The statute of limitations for filing a claim varies by state, but generally is two years from the injury.
In this article, we will discuss:
- 1. What is Stribild?
- 2. What are the side effects?
- 3. Are there lawsuits pending against the manufacturer?
- 4. What compensation might a victim obtain?
- 5. Is there litigation as to the other HIV drugs made by Gilead?
1. What is Stribild?
Stribild is a brand name for an HIV treatment antiretroviral pill. This pill contains a mixture of four different drugs:
- Emtricitabine, and
- Tenofovir disoproxil fumarate, or TDF.
The TDF works with the elvitegravir and the emtricitabine to prevent HIV cells already in the body from multiplying and spreading. The cobicistat in Stribild prevent the body from metabolizing the elvitegravir in Stribild.

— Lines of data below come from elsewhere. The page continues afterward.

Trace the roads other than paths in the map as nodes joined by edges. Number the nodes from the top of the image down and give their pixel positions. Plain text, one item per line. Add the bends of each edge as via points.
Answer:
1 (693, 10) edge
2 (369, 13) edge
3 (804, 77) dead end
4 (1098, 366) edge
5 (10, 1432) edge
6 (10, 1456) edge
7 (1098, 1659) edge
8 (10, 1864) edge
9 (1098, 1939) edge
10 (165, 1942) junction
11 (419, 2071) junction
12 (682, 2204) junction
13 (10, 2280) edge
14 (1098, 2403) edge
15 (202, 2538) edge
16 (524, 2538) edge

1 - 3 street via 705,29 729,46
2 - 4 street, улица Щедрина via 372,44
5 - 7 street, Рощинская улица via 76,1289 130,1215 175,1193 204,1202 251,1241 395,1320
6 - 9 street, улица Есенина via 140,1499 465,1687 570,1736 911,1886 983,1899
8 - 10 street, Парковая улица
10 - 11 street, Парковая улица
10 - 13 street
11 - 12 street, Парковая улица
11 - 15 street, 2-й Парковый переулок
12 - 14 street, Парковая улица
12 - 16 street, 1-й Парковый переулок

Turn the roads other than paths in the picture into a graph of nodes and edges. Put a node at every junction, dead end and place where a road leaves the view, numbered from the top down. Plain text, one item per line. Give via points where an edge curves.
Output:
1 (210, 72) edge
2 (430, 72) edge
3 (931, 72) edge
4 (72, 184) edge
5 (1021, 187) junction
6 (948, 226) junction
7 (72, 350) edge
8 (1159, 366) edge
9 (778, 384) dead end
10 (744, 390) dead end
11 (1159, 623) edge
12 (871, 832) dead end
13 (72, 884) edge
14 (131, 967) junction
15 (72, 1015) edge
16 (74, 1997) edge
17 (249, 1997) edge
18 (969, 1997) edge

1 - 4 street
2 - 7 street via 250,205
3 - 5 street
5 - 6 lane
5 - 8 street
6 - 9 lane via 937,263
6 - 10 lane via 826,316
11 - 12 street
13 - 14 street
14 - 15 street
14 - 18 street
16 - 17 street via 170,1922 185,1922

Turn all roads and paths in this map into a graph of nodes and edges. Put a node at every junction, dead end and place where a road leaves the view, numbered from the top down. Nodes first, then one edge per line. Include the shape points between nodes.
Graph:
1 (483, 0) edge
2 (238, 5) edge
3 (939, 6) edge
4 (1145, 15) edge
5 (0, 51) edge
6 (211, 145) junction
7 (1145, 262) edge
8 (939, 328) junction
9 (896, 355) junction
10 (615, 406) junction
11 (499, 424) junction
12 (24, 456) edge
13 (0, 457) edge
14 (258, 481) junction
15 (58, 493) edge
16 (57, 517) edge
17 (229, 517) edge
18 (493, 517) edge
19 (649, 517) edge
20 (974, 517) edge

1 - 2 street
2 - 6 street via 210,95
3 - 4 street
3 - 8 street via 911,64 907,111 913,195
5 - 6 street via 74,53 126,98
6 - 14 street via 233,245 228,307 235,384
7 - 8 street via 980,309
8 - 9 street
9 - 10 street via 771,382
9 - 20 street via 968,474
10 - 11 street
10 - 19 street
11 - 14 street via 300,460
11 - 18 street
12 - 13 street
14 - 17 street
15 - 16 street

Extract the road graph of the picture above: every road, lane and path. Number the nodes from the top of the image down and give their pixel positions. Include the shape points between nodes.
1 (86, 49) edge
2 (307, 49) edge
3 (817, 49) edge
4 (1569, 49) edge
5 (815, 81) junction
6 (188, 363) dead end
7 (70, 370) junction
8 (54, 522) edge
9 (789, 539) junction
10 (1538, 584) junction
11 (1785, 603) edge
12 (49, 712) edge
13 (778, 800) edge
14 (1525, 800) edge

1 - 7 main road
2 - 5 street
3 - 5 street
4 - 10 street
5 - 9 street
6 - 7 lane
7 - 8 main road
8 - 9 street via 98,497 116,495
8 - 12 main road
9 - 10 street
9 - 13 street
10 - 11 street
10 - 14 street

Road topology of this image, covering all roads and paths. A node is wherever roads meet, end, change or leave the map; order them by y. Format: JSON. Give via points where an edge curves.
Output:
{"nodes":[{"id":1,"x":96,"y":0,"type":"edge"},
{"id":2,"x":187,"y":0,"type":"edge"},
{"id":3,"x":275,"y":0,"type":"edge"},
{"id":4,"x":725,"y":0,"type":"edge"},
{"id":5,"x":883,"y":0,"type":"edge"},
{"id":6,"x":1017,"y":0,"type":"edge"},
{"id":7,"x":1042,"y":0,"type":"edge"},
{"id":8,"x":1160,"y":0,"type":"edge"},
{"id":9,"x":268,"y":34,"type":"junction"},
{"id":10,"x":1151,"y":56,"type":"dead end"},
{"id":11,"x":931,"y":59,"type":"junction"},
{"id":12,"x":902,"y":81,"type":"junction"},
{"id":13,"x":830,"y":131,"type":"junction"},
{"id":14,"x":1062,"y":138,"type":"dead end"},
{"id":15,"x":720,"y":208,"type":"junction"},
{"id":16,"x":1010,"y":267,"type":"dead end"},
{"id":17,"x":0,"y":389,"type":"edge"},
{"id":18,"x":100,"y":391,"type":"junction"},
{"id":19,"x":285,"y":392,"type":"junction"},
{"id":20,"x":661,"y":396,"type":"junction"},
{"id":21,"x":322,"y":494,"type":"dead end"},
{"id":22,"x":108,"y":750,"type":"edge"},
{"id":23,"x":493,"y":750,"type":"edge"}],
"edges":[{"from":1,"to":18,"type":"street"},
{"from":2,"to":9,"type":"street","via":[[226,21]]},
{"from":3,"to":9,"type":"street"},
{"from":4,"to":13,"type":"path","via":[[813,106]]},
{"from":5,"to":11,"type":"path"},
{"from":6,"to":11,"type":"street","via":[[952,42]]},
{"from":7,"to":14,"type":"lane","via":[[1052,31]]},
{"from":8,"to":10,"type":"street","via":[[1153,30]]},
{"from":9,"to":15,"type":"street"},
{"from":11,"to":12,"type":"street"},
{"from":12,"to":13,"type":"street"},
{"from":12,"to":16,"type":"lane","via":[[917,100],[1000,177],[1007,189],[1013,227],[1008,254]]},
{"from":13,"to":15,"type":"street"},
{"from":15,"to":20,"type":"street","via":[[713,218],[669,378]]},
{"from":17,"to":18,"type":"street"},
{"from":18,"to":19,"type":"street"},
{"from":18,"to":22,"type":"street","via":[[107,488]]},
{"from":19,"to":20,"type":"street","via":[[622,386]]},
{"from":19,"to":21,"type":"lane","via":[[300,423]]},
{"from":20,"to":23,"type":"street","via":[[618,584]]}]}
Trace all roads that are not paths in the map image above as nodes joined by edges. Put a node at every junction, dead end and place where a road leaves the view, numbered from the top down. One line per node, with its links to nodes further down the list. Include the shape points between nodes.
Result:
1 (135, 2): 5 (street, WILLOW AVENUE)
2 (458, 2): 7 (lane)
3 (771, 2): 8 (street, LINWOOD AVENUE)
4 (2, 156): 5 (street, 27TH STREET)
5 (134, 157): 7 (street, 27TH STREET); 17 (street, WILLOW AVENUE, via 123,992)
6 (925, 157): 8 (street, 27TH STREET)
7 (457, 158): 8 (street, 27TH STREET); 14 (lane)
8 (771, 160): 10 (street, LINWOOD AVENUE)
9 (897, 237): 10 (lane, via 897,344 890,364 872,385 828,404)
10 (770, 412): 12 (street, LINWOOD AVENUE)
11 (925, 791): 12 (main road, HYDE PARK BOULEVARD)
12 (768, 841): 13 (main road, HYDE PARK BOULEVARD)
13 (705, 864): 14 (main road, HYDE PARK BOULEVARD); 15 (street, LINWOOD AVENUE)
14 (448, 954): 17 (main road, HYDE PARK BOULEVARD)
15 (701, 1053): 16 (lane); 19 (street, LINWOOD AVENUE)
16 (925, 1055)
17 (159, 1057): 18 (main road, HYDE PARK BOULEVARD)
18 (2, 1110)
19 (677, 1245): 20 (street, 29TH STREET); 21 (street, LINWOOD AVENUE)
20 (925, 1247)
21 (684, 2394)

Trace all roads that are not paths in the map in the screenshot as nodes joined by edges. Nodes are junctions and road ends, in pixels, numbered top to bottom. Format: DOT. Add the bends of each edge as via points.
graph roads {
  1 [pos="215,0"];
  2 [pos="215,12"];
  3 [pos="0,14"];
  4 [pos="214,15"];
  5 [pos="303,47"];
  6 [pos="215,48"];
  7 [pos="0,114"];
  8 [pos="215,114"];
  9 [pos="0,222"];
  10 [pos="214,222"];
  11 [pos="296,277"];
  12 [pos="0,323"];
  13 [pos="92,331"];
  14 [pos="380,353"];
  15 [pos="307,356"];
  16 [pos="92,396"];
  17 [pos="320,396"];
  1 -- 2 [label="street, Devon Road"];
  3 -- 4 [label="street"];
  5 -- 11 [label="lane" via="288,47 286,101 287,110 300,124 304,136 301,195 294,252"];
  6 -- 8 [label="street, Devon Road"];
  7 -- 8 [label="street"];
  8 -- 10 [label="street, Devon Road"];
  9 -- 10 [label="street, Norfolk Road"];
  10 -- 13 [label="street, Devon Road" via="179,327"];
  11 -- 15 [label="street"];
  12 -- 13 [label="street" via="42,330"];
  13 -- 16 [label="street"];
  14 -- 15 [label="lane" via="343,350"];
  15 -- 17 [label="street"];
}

Because Stribild only prevents HIV cells from spreading, it is not a cure for HIV. Rather, it is a treatment that needs to be continued for as long as a patient is at risk of developing HIV. Many of the people who take Stribild work with HIV-infected patients or are in intimate relationships with people who are HIV-positive or who have AIDS.
However, the TDF drug used in Stribild is very toxic and has to be taken in high doses because not much of it gets absorbed in the body.
2. What are the side effects?
Stribild comes with a host of common side effects, including:
- Skin discoloration and rash,
- Muscle pain,
- Stomach pain and discomfort,
- Vivid dreams and hallucinations,
- Breathing problems, and
Stribild has also been known to cause some far more severe side effects, as well:
- Kidney problems, including acute kidney injury and acute renal failure,1
- Lactic acidosis, or the accumulation of lactic acid in the blood,2 and
- A decrease in bone mineral density that can lead to osteopenia, osteoporosis, broken bones, and other bone injuries and bone problems.3
Each of these severe side effects can have a significant impact on an HIV patient’s quality of life. In some cases, they can even be fatal.
2.1. Kidney damage and renal failure caused by Stribild
Most of the TDF in Stribild does not get absorbed in the body. Instead, it passes through the kidneys on its way out of it. The toxicity of the drug can cause significant kidney damage. Because Stribild is a long-term treatment for HIV rather than a cure, the kidney damage it causes builds up over time.
One study monitored the kidney health of 10,841 people in the San Francisco area with HIV. All of them were taking a TDF drug to treat their condition. One thing the study monitored was the protein level in their urine – a telltale sign of kidney damage. After controlling for factors like age and health, the study found that there is a 34 percent increase signs of kidney damage for every year the patient was taking a TDF drug. Additionally, there were 33 percent increases for developing chronic kidney disease and an 11 percent increase in a sudden and rapid decline of kidney function.4
As the kidney damage gets worse, it can lead to renal failure, a potentially fatal medical condition.
2.2. From kidney failure to lactic acidosis
One of the worst complications of kidney failure caused by Stribild is lactic acidosis.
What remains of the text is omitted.